Red Hat Enterprise Linux lässt niemanden zurück

RHEL 7 mit neuen Container-Features und mehr

| Redakteur: Stephan Augsten

RHEL 7 wurde nachträglich um Werkzeuge wie das Container-Inspection-Tool skopeo erweitert.
RHEL 7 wurde nachträglich um Werkzeuge wie das Container-Inspection-Tool skopeo erweitert. (Bild: Red Hat)

Obwohl Red Hat Enterprise Linux 8 seit Mai verfügbar ist, hat der Hersteller noch einmal Hand an den Vorgänger gelegt: Red Hat Enterprise Linux 7.7 wurde mit einigen neuen Container-Funktionen veröffentlicht.

Bei der Veröffentlichung von Red Hat Enterprise Linux (RHEL) 7.7 lag der Fokus auf der Aktualisierung der Container-Tools. So sind Container im Rahmen einer Tech Preview für reguläre Nutzer (sprich: Rootless) verfügbar und die Workstation-Edition enthält die Container-Tools Podman, Buildah und Skopeo. Zudem ist das Golang Container Image unter der EULA des Red Hat Universal Base Image (UBI) verfügbar.

Dank der Integration von Podman 1.4.4.4 können Rootless-Benutzer nun auch Container finden, ausführen, erstellen und teilen. Diese Funktion lässt sich entweder per Neuinstallation von RHEL 7.7 oder nach einem Upgrade von RHEL 7.6 testen. Im letzteren Fall muss der Admin entsprechende User- und Group-ID-Mappings für bestehende Benutzer hinzufügen. Weitere Informationen finden sich im Handbuch „Managing Containers“ in der RHEL-7-Dokumentation.

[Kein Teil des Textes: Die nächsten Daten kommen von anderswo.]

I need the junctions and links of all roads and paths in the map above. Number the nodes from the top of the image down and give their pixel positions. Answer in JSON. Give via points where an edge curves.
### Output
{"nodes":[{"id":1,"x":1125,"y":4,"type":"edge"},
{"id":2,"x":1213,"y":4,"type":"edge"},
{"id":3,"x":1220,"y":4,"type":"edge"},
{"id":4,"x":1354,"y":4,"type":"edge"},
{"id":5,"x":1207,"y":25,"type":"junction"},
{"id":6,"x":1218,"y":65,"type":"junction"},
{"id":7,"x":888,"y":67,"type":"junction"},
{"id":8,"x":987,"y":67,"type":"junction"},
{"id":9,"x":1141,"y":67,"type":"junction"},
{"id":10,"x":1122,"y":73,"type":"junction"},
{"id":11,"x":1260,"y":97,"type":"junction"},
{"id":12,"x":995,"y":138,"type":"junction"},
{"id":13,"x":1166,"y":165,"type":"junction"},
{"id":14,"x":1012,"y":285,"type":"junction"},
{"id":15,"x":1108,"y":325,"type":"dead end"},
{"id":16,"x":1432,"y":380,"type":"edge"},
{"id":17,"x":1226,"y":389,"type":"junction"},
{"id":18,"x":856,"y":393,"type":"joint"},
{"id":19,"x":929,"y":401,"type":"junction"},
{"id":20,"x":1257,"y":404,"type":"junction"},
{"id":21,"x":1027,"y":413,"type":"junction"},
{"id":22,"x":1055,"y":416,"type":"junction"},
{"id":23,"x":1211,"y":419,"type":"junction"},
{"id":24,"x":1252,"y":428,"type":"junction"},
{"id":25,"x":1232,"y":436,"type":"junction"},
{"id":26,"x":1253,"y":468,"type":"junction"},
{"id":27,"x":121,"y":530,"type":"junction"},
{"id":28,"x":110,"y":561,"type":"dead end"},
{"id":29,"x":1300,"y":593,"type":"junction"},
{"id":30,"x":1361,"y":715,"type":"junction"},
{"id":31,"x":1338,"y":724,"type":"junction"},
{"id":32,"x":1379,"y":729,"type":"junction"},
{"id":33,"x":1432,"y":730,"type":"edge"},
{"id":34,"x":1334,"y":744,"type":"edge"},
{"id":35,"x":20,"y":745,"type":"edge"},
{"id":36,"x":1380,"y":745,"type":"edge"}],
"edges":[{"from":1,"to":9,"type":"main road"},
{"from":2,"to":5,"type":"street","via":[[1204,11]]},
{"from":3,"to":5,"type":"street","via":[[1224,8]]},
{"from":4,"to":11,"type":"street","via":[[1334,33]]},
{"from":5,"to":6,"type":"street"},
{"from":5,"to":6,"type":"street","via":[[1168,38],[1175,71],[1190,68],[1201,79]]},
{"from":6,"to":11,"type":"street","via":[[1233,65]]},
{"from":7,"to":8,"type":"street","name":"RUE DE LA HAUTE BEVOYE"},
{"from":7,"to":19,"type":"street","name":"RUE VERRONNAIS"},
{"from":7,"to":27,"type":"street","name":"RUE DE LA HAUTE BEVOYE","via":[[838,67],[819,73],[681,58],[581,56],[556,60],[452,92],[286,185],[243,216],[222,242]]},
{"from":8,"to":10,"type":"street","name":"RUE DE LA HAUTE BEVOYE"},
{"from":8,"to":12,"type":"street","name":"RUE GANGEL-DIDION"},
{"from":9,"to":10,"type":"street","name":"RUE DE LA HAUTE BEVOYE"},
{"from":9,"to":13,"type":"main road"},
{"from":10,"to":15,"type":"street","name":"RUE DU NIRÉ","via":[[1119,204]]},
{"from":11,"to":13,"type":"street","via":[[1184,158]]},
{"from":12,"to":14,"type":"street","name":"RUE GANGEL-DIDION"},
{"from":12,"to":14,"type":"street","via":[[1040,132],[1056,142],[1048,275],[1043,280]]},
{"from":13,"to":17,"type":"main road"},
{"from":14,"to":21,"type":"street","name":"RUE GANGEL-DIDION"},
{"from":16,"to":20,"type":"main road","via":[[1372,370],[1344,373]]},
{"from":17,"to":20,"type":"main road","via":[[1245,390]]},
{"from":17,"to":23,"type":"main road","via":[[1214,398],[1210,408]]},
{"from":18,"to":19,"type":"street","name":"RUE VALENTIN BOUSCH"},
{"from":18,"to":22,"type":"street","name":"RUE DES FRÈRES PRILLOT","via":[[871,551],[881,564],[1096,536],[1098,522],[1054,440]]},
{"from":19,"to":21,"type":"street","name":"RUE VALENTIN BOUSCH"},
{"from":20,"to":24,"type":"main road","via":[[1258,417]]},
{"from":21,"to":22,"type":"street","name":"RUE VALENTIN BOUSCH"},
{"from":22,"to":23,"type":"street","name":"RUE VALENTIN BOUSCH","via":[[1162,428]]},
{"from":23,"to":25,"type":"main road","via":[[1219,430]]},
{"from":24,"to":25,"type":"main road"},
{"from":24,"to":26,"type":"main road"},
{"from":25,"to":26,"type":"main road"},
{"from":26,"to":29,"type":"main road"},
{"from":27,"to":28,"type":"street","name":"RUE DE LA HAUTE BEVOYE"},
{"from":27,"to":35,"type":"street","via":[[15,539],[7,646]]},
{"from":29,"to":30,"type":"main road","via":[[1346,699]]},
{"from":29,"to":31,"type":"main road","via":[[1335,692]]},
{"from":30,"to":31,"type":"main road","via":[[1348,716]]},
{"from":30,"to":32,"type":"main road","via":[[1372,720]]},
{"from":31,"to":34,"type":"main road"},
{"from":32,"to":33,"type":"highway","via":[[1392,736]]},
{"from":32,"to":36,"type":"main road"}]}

Um Container-Images verwenden zu können, liefert RHEL 7.7 mit Podman, Buildah und Skopeo native Betriebssystem-Tools für den Betrieb von Docker-kompatiblen Containern. Es gibt allerdings einige kleine Einschränkungen und Empfehlungen. So dienen die genannten Tools nur zur Verwendung von Container-Abbildern Dritter.

Eigene Container-Images lassen sich nur auf Basis der Red Hat UBI-Inhalte erstellen. Ein Zugriff auf die RHEL-Server-Softwarepakete (RPMs) ist nicht angedacht. Dementsprechend ist es nicht möglich, Container-Images auf einer 7er Workstation zu erstellen, die RPMs vom RHEL Server benötigen. Hierfür muss man entweder ein Upgrade auf die RHEL 8 Workstation durchführen oder vom Verkäufer bzw. Reseller ein bestehendes RHEL-Arbeitsstation-Abonnement auf die Server-Version umbiegen lassen.

Wenn Sie nicht auf RHEL 8 upgraden können, wenden Sie sich an Ihren Vertriebsmitarbeiter oder Wiederverkäufer. Mit Ihrem bestehenden RHEL Workstation-Abonnement kann Red Hat Ihnen für diesen Workstation-Anwendungsfall den Zugriff auf RHEL 7 Server ermöglichen.

Das bereits im Mai angekündigte Red Hat Universal Base Image (UBI) , das sich speziell an Cloud-native-Entwickler richtet, wird in Version 7 um Go 1.11.6 erweitert. Das ubi7/go-toolset Container-Image und die zugehörigen RPMs werden nun unter dem Red Hat Universal Base Image EULA veröffentlicht. In der Ursprungsversion standen bereits Node.js 8, PHP 7.2, Python 2.7, Python 3.6 und Ruby 2.5 zur Verfügung.